Excuse me, but there is nothing in the least bit baffling as to why a woman does not have an orgasm during penetrative sex but is able to achieve one by masturbation……once again, it takes direct stimulation of the clitoris.  Duh!

“For some women, the outer third of their vagina and the cervix are also very sensitive, sometimes even more sensitive than the clitoris. When the G-Spot is stimulated during intercourse or other vaginal penetration, these women do have intense orgasms.

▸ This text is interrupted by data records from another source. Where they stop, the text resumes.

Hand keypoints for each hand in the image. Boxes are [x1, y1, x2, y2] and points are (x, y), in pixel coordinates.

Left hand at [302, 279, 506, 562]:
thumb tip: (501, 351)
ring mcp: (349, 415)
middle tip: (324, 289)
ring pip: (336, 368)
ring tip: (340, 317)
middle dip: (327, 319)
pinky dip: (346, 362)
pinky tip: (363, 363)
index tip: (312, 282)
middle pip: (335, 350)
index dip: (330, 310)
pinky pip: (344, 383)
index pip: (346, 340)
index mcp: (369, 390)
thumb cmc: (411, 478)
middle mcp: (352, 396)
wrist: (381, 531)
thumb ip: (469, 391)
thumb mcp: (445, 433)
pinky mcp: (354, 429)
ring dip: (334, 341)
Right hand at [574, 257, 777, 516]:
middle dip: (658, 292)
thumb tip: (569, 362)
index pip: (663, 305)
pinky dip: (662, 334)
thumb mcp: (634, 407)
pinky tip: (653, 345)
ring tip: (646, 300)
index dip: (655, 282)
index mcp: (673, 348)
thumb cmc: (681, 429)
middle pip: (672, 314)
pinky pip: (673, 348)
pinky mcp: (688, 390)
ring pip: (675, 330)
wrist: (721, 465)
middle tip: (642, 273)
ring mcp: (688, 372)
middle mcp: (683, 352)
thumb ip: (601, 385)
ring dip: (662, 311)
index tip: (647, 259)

This would be what is referred to as a vaginal orgasm -- without clitoral stimulation.”

This statement is pure poppycock, 100% false, as in, “No way, Jose.”  Those areas may indeed arouse pleasurable sensations, but they are nothing compared to the Real McCoy.  Ask any woman who knows.  There has to be clitoral stimulation.

“Many women have very sensitive nipples, and can actually reach orgasm from nipple stimulation alone.”

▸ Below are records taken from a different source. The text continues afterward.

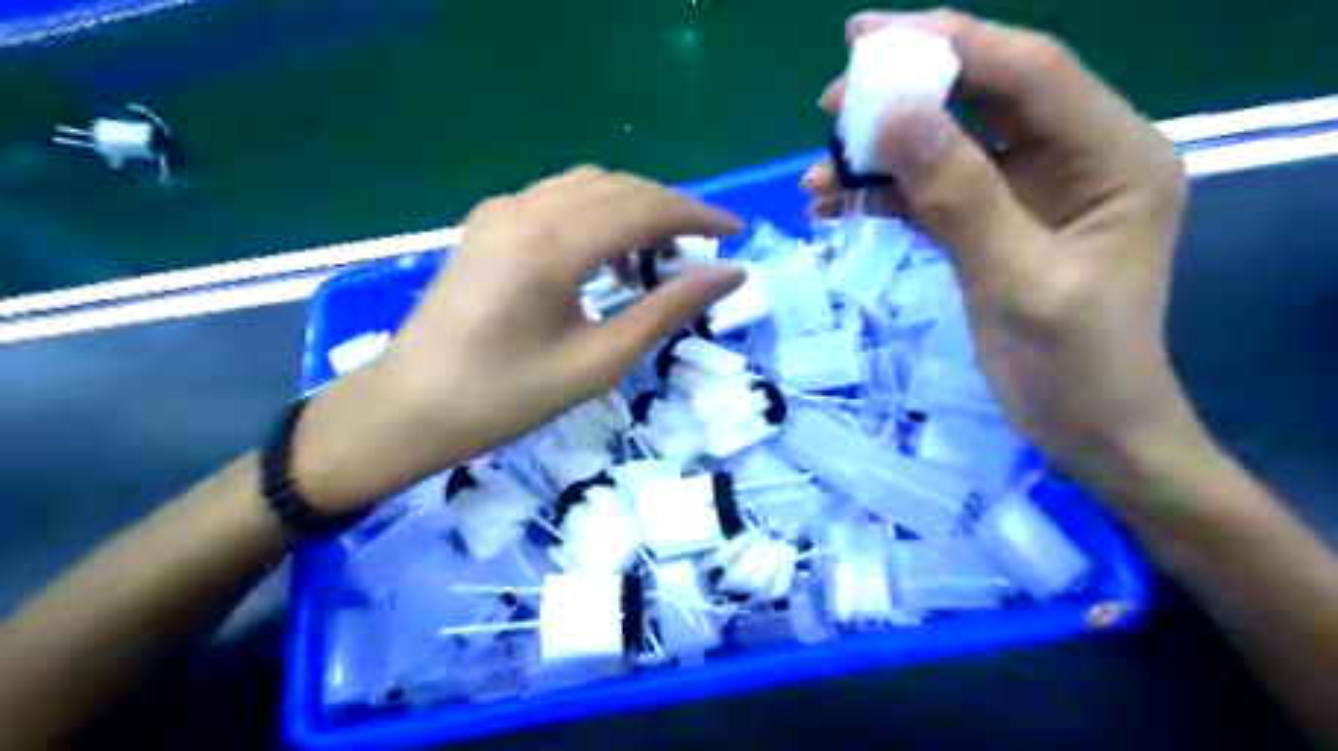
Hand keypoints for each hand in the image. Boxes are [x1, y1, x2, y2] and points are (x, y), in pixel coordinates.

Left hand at [291, 168, 741, 513]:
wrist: (409, 408)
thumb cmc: (505, 398)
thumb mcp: (598, 362)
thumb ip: (666, 310)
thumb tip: (729, 275)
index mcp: (551, 245)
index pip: (643, 207)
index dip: (697, 215)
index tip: (736, 233)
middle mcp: (524, 210)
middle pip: (618, 186)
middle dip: (670, 209)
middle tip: (706, 246)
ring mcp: (499, 212)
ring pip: (587, 186)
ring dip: (634, 208)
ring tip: (662, 253)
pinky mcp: (486, 224)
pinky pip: (557, 199)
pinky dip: (597, 214)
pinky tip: (607, 255)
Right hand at [805, 11, 1191, 493]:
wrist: (1088, 431)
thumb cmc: (1077, 366)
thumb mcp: (1020, 282)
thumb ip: (961, 196)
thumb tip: (893, 117)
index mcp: (1111, 155)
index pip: (1029, 72)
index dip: (950, 44)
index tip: (866, 40)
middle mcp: (1072, 158)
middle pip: (982, 100)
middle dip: (903, 96)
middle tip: (829, 104)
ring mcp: (1028, 193)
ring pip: (947, 148)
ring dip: (881, 158)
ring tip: (817, 176)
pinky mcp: (991, 226)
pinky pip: (932, 193)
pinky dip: (883, 197)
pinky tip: (835, 207)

Are you trying to spoof me?   When someone comes across with such blatantly ridiculous claims as this, no wonder so many people are confused.

“Many women never have orgasms during intercourse, and some also cannot have them through masturbation.”

Half right and half wrong:

No woman has an orgasm during intercourse (unless, as stated above, the clitoris is being stimulated from something other than the penis, given that it doesn’t have direct contact with the clitoris).  Any woman has the capacity to have an orgasm, as long as she has a clitoris and functioning nervous system with no shorts in the wiring.

Any woman can have an orgasm through masturbation.  Because the physiologic groundwork is there, it becomes a matter of mind-set and practice.

 

As with females, there are also myths in regard to male sexuality.  Consider one of the jokingly-remarked comments that you might have heard when growing up and struggling with the sexuality of adolescence.  The guys I knew were at times wont to make sophomoric declarations such as, “If you masturbate, you’ll grow hair on your palms.”   You were not likely to admit to masturbating, even if you were one of the surreptitious enthusiasts, but regardless, everyone knew that masturbation didn’t really cause hair to grow on one’s palms:  palms are visible, and you could see for yourself that your cohorts were not “werewolves of the palms.”

hairy_palm Looking at this old photo of my cousin’s hand when he was an adolescent, however, methinks I may be wrong on this one, for surely pictures don’t lie.   (But I presume you realize that I say this only in jest.)

Another readily accepted myth that is prevalent to this day is that of the “wet dream,” or nocturnal emission.  Emissions sound like bad things spewing from industrial plants, so it may be better to call it nocturnal ejaculation, implying that it happens while one is completely unaware; in fact, sawing zzzz’s to beat the band.

“When boys enter puberty, a lot of hormonal changes occur. These changes can result in spontaneous erections during sleep, during the day and wet dreams.  The emission may happen with or without an erection, and it is possible to wake up during, or to simply sleep through, the ejaculation. Though nocturnal emissions are mostly attributed to, and more noticeable by men, women also have them.

Once again, an example of people being subjected to assertions about sexuality that have no basis in fact.  While it is true that a male has periodic erections every night during sleep, no male is going to have an orgasm without rubbing on the corona of the penis. If you make the assumption that a male masturbates during sleep to the point of an orgasm, which has never been proven to be true, then I suppose he could have a wet dream.   In reality, this is just a case of inaccuracies being perpetuated, for there is not a shred of evidence to back up any of the claims about wet dreams.  It makes perfect sense why such evidence is lacking when you consider the physiology of how a male or female has an orgasm.

At this point, a conclusion to Sex-Ed 101.  Myth-shattering drawn to a close; put to bed, one might say, or, distilled down to its crystalline essence.

Last Updated on Tuesday, 06 April 2010 20:25
 
Comments (1)
I'm still searching for another musicgasm.
J.D.Tuckley
Tuesday, 13 April 2010 20:19
All my years of playing spontaneous, improvisational jazz drums in small combo settings, and I've only had three of them in my entire life. And the last one was 20 years ago. They last about 40-50 seconds.